(To do) Set down each record exactly. Omit the pictures.

(Dataset extract)
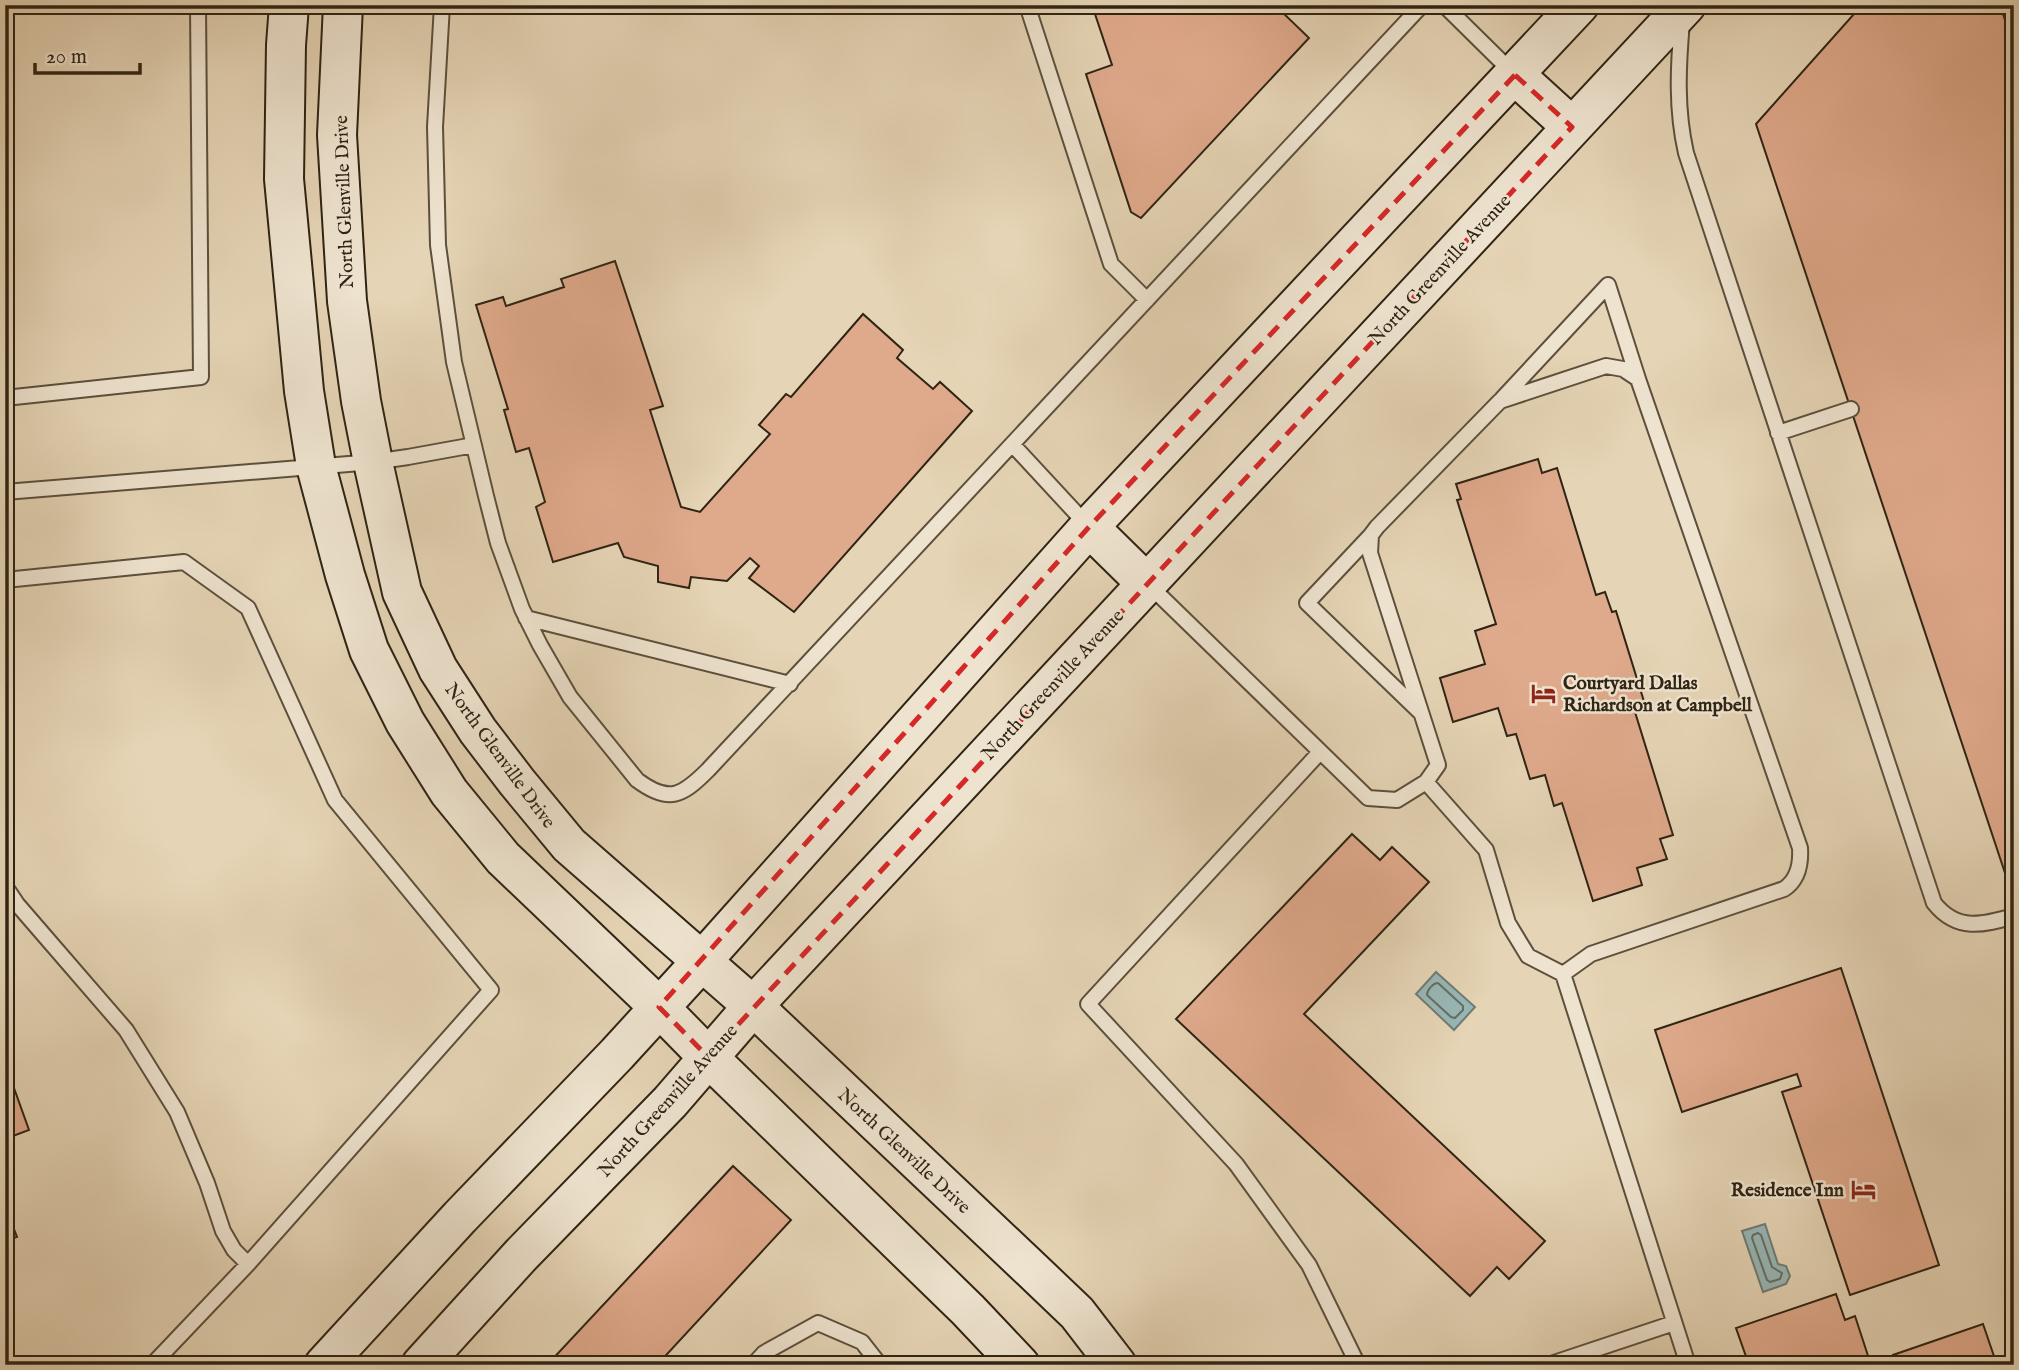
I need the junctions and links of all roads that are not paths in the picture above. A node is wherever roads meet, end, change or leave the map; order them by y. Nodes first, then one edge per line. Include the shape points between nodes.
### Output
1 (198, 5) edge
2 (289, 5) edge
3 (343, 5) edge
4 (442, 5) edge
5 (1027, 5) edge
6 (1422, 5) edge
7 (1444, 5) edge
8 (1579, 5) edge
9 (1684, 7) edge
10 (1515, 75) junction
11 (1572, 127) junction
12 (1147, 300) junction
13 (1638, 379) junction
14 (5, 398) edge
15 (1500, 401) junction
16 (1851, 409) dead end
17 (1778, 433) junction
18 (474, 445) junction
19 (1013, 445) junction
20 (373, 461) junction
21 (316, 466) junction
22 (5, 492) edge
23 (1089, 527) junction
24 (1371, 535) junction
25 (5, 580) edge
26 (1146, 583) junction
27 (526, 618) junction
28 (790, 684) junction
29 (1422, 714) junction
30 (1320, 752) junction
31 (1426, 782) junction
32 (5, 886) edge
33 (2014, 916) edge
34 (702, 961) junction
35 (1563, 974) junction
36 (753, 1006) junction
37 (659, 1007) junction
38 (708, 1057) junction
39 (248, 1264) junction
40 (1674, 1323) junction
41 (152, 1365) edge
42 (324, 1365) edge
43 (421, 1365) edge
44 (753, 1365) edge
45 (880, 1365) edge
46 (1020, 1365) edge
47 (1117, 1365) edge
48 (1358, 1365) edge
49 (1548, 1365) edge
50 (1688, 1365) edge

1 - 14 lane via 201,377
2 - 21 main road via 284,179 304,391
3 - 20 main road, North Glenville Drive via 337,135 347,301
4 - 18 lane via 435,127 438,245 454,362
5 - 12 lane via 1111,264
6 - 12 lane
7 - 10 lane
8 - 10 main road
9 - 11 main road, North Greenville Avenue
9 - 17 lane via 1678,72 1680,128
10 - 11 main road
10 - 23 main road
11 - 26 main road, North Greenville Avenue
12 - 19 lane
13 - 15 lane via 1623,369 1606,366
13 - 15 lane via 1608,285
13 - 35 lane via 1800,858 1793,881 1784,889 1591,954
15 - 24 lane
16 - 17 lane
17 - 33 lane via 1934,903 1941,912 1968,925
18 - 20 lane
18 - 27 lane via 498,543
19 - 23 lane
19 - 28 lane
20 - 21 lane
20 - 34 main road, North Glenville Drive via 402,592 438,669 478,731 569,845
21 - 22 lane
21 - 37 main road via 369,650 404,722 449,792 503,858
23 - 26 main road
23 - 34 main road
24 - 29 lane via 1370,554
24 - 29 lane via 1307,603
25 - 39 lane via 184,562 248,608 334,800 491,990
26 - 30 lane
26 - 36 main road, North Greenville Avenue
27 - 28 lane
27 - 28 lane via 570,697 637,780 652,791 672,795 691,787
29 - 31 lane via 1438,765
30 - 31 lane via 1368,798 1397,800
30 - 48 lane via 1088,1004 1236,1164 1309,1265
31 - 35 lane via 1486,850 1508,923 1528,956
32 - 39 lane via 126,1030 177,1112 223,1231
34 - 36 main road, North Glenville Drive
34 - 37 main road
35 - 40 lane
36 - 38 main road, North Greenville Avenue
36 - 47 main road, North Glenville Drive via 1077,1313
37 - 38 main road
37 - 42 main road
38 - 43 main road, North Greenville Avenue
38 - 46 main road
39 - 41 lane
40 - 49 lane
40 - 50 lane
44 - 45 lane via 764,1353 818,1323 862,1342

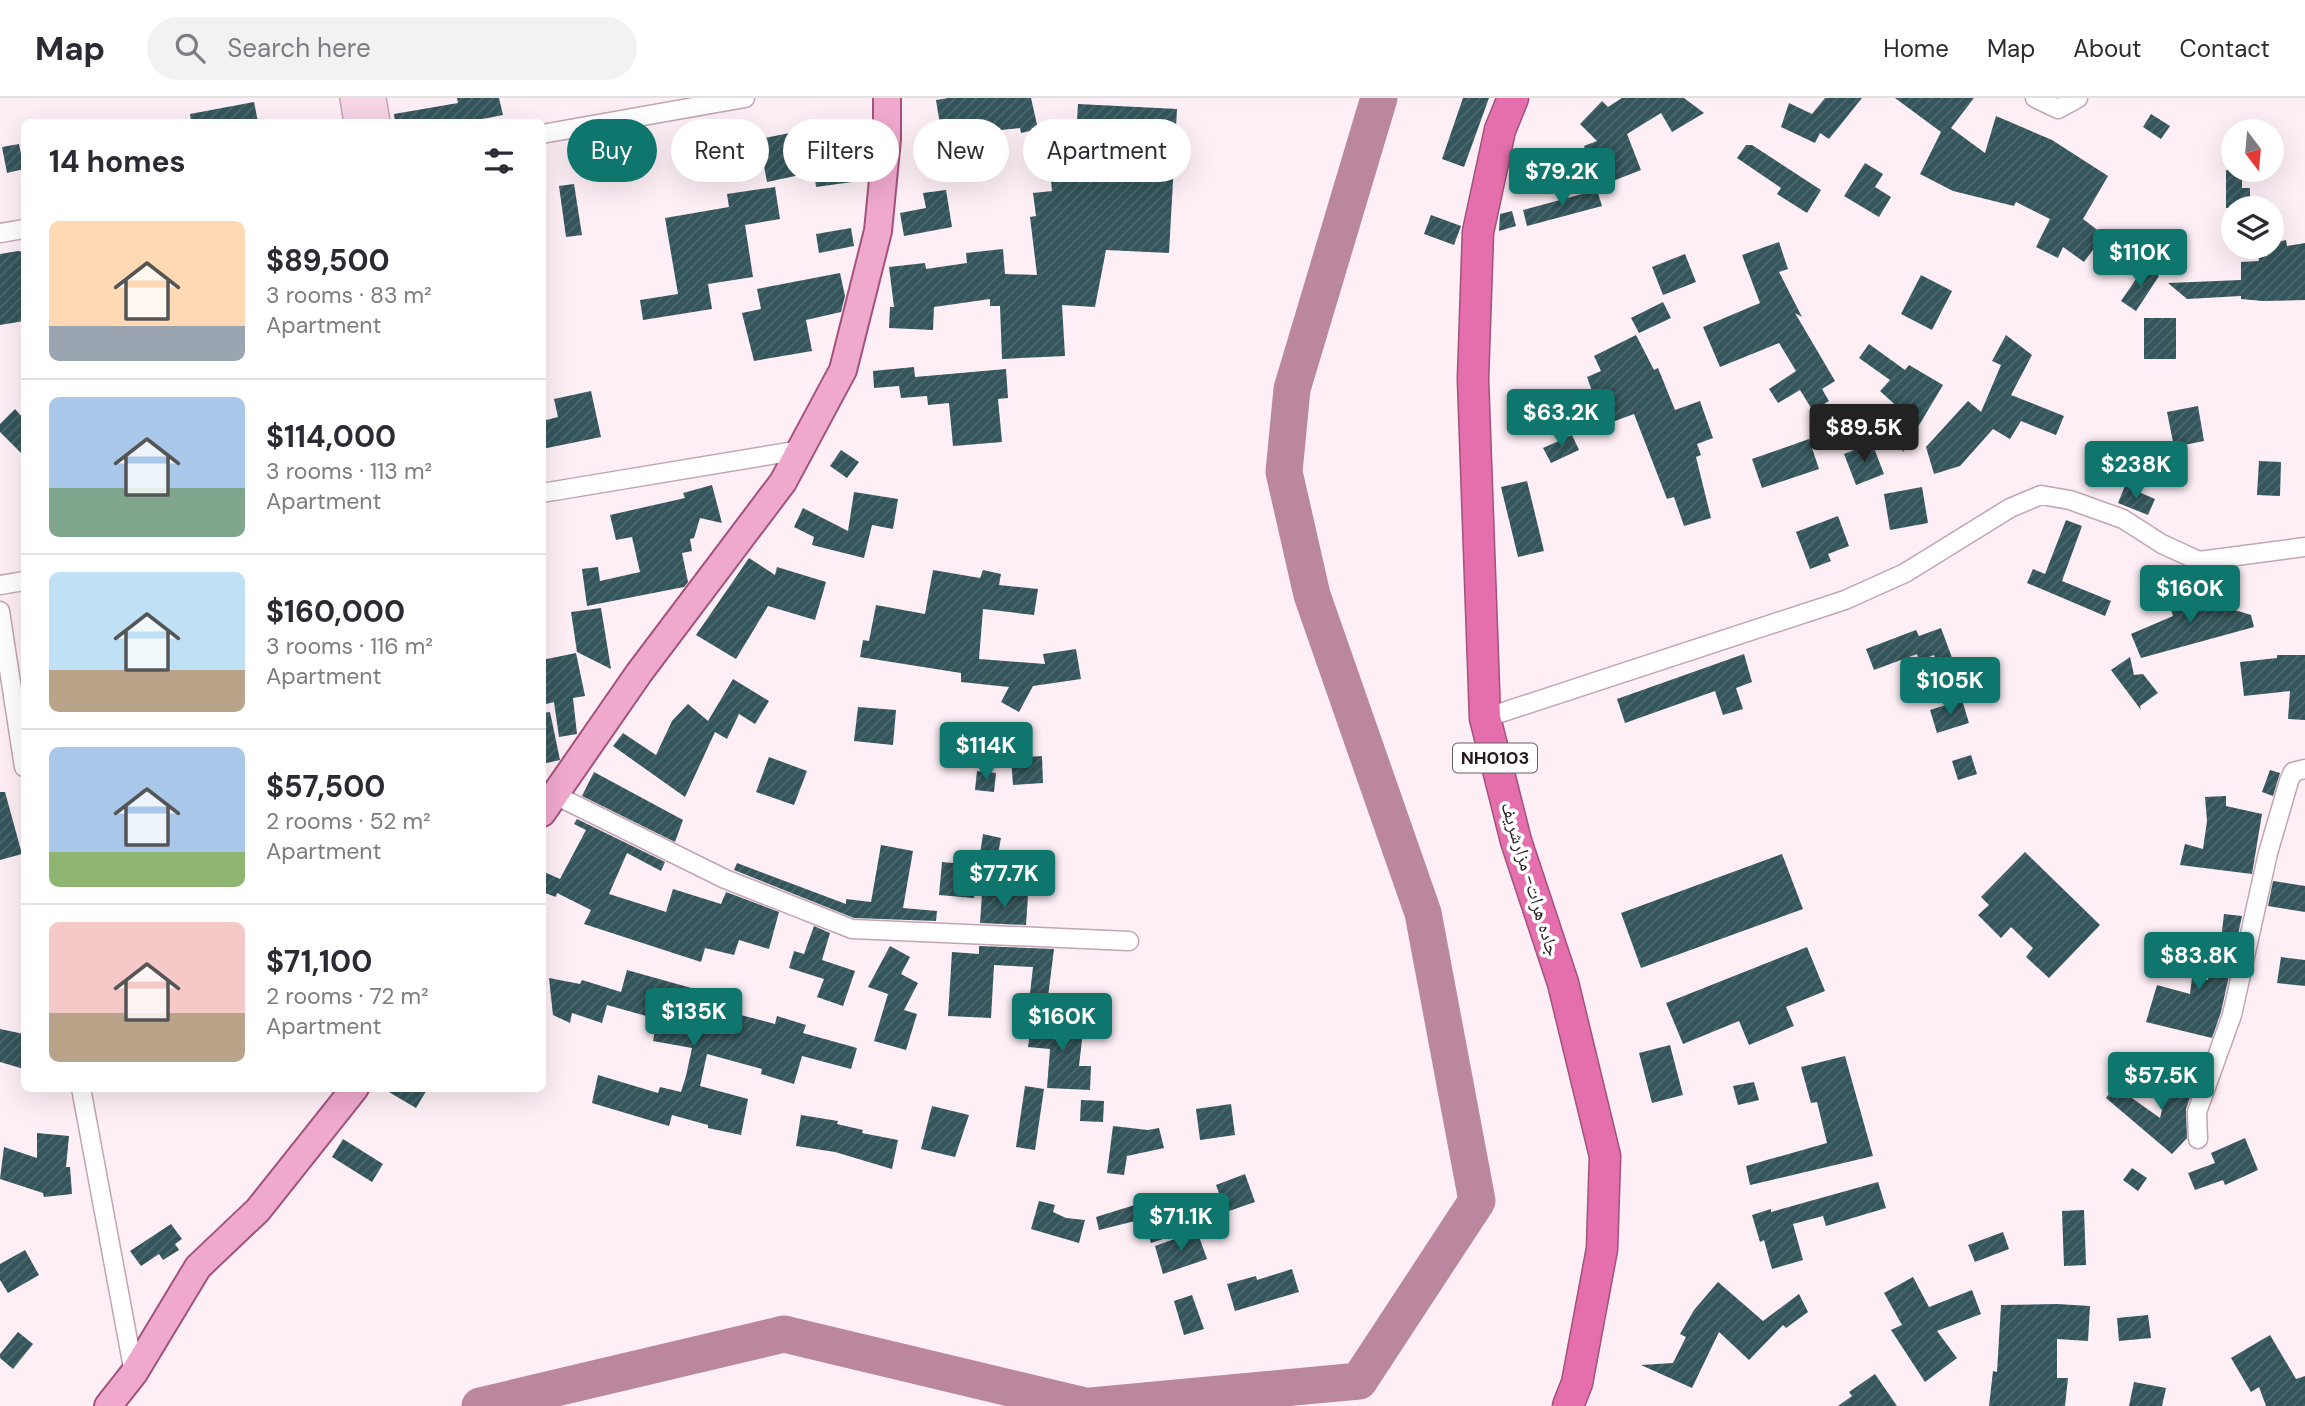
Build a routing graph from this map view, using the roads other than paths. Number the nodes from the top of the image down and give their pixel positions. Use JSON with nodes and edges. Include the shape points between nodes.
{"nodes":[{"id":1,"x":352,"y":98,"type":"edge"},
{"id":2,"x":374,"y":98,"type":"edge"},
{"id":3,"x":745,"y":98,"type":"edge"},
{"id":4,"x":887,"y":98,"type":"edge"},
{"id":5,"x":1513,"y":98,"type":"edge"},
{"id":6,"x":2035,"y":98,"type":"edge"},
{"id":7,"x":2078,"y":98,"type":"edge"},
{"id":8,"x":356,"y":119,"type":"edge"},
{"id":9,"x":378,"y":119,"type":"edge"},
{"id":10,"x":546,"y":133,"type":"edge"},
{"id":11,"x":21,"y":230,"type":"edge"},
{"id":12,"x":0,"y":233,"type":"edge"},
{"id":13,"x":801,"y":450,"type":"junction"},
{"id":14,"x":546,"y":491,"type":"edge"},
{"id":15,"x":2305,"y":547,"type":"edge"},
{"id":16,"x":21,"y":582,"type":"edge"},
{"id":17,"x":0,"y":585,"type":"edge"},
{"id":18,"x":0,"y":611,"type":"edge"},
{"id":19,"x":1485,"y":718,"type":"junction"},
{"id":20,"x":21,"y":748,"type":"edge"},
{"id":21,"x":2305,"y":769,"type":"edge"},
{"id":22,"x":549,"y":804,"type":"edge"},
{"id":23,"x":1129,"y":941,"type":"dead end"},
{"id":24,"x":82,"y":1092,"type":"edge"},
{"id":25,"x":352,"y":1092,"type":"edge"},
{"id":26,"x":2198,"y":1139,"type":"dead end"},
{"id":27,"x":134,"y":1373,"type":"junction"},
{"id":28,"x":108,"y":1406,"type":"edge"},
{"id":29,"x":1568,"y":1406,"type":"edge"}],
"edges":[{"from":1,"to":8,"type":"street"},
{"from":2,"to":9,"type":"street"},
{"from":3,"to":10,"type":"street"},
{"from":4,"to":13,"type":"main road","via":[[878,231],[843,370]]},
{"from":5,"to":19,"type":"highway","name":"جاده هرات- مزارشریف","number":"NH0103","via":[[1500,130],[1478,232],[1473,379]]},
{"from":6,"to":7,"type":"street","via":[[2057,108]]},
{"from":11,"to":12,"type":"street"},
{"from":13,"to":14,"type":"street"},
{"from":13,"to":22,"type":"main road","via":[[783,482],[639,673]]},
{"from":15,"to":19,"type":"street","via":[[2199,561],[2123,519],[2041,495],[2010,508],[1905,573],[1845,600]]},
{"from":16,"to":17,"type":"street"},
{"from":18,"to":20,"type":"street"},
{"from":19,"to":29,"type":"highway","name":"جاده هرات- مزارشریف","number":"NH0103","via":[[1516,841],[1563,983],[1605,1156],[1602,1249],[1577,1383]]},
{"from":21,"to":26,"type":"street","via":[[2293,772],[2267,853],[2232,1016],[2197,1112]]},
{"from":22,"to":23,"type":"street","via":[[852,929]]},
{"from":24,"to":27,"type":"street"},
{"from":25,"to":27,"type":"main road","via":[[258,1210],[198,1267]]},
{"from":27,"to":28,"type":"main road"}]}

(Your response)
I need the junctions and links of all roads that are not paths in the picture above. A node is wherever roads meet, end, change or leave the map; order them by y. Nodes first, then one edge per line. Include the shape points between nodes.
### Output
1 (198, 5) edge
2 (289, 5) edge
3 (343, 5) edge
4 (442, 5) edge
5 (1027, 5) edge
6 (1422, 5) edge
7 (1444, 5) edge
8 (1579, 5) edge
9 (1684, 7) edge
10 (1515, 75) junction
11 (1572, 127) junction
12 (1147, 300) junction
13 (1638, 379) junction
14 (5, 398) edge
15 (1500, 401) junction
16 (1851, 409) dead end
17 (1778, 433) junction
18 (474, 445) junction
19 (1013, 445) junction
20 (373, 461) junction
21 (316, 466) junction
22 (5, 492) edge
23 (1089, 527) junction
24 (1371, 535) junction
25 (5, 580) edge
26 (1146, 583) junction
27 (526, 618) junction
28 (790, 684) junction
29 (1422, 714) junction
30 (1320, 752) junction
31 (1426, 782) junction
32 (5, 886) edge
33 (2014, 916) edge
34 (702, 961) junction
35 (1563, 974) junction
36 (753, 1006) junction
37 (659, 1007) junction
38 (708, 1057) junction
39 (248, 1264) junction
40 (1674, 1323) junction
41 (152, 1365) edge
42 (324, 1365) edge
43 (421, 1365) edge
44 (753, 1365) edge
45 (880, 1365) edge
46 (1020, 1365) edge
47 (1117, 1365) edge
48 (1358, 1365) edge
49 (1548, 1365) edge
50 (1688, 1365) edge

1 - 14 lane via 201,377
2 - 21 main road via 284,179 304,391
3 - 20 main road, North Glenville Drive via 337,135 347,301
4 - 18 lane via 435,127 438,245 454,362
5 - 12 lane via 1111,264
6 - 12 lane
7 - 10 lane
8 - 10 main road
9 - 11 main road, North Greenville Avenue
9 - 17 lane via 1678,72 1680,128
10 - 11 main road
10 - 23 main road
11 - 26 main road, North Greenville Avenue
12 - 19 lane
13 - 15 lane via 1623,369 1606,366
13 - 15 lane via 1608,285
13 - 35 lane via 1800,858 1793,881 1784,889 1591,954
15 - 24 lane
16 - 17 lane
17 - 33 lane via 1934,903 1941,912 1968,925
18 - 20 lane
18 - 27 lane via 498,543
19 - 23 lane
19 - 28 lane
20 - 21 lane
20 - 34 main road, North Glenville Drive via 402,592 438,669 478,731 569,845
21 - 22 lane
21 - 37 main road via 369,650 404,722 449,792 503,858
23 - 26 main road
23 - 34 main road
24 - 29 lane via 1370,554
24 - 29 lane via 1307,603
25 - 39 lane via 184,562 248,608 334,800 491,990
26 - 30 lane
26 - 36 main road, North Greenville Avenue
27 - 28 lane
27 - 28 lane via 570,697 637,780 652,791 672,795 691,787
29 - 31 lane via 1438,765
30 - 31 lane via 1368,798 1397,800
30 - 48 lane via 1088,1004 1236,1164 1309,1265
31 - 35 lane via 1486,850 1508,923 1528,956
32 - 39 lane via 126,1030 177,1112 223,1231
34 - 36 main road, North Glenville Drive
34 - 37 main road
35 - 40 lane
36 - 38 main road, North Greenville Avenue
36 - 47 main road, North Glenville Drive via 1077,1313
37 - 38 main road
37 - 42 main road
38 - 43 main road, North Greenville Avenue
38 - 46 main road
39 - 41 lane
40 - 49 lane
40 - 50 lane
44 - 45 lane via 764,1353 818,1323 862,1342

Build a routing graph from this map view, using the roads other than paths. Number the nodes from the top of the image down and give their pixel positions. Use JSON with nodes and edges. Include the shape points between nodes.
{"nodes":[{"id":1,"x":352,"y":98,"type":"edge"},
{"id":2,"x":374,"y":98,"type":"edge"},
{"id":3,"x":745,"y":98,"type":"edge"},
{"id":4,"x":887,"y":98,"type":"edge"},
{"id":5,"x":1513,"y":98,"type":"edge"},
{"id":6,"x":2035,"y":98,"type":"edge"},
{"id":7,"x":2078,"y":98,"type":"edge"},
{"id":8,"x":356,"y":119,"type":"edge"},
{"id":9,"x":378,"y":119,"type":"edge"},
{"id":10,"x":546,"y":133,"type":"edge"},
{"id":11,"x":21,"y":230,"type":"edge"},
{"id":12,"x":0,"y":233,"type":"edge"},
{"id":13,"x":801,"y":450,"type":"junction"},
{"id":14,"x":546,"y":491,"type":"edge"},
{"id":15,"x":2305,"y":547,"type":"edge"},
{"id":16,"x":21,"y":582,"type":"edge"},
{"id":17,"x":0,"y":585,"type":"edge"},
{"id":18,"x":0,"y":611,"type":"edge"},
{"id":19,"x":1485,"y":718,"type":"junction"},
{"id":20,"x":21,"y":748,"type":"edge"},
{"id":21,"x":2305,"y":769,"type":"edge"},
{"id":22,"x":549,"y":804,"type":"edge"},
{"id":23,"x":1129,"y":941,"type":"dead end"},
{"id":24,"x":82,"y":1092,"type":"edge"},
{"id":25,"x":352,"y":1092,"type":"edge"},
{"id":26,"x":2198,"y":1139,"type":"dead end"},
{"id":27,"x":134,"y":1373,"type":"junction"},
{"id":28,"x":108,"y":1406,"type":"edge"},
{"id":29,"x":1568,"y":1406,"type":"edge"}],
"edges":[{"from":1,"to":8,"type":"street"},
{"from":2,"to":9,"type":"street"},
{"from":3,"to":10,"type":"street"},
{"from":4,"to":13,"type":"main road","via":[[878,231],[843,370]]},
{"from":5,"to":19,"type":"highway","name":"جاده هرات- مزارشریف","number":"NH0103","via":[[1500,130],[1478,232],[1473,379]]},
{"from":6,"to":7,"type":"street","via":[[2057,108]]},
{"from":11,"to":12,"type":"street"},
{"from":13,"to":14,"type":"street"},
{"from":13,"to":22,"type":"main road","via":[[783,482],[639,673]]},
{"from":15,"to":19,"type":"street","via":[[2199,561],[2123,519],[2041,495],[2010,508],[1905,573],[1845,600]]},
{"from":16,"to":17,"type":"street"},
{"from":18,"to":20,"type":"street"},
{"from":19,"to":29,"type":"highway","name":"جاده هرات- مزارشریف","number":"NH0103","via":[[1516,841],[1563,983],[1605,1156],[1602,1249],[1577,1383]]},
{"from":21,"to":26,"type":"street","via":[[2293,772],[2267,853],[2232,1016],[2197,1112]]},
{"from":22,"to":23,"type":"street","via":[[852,929]]},
{"from":24,"to":27,"type":"street"},
{"from":25,"to":27,"type":"main road","via":[[258,1210],[198,1267]]},
{"from":27,"to":28,"type":"main road"}]}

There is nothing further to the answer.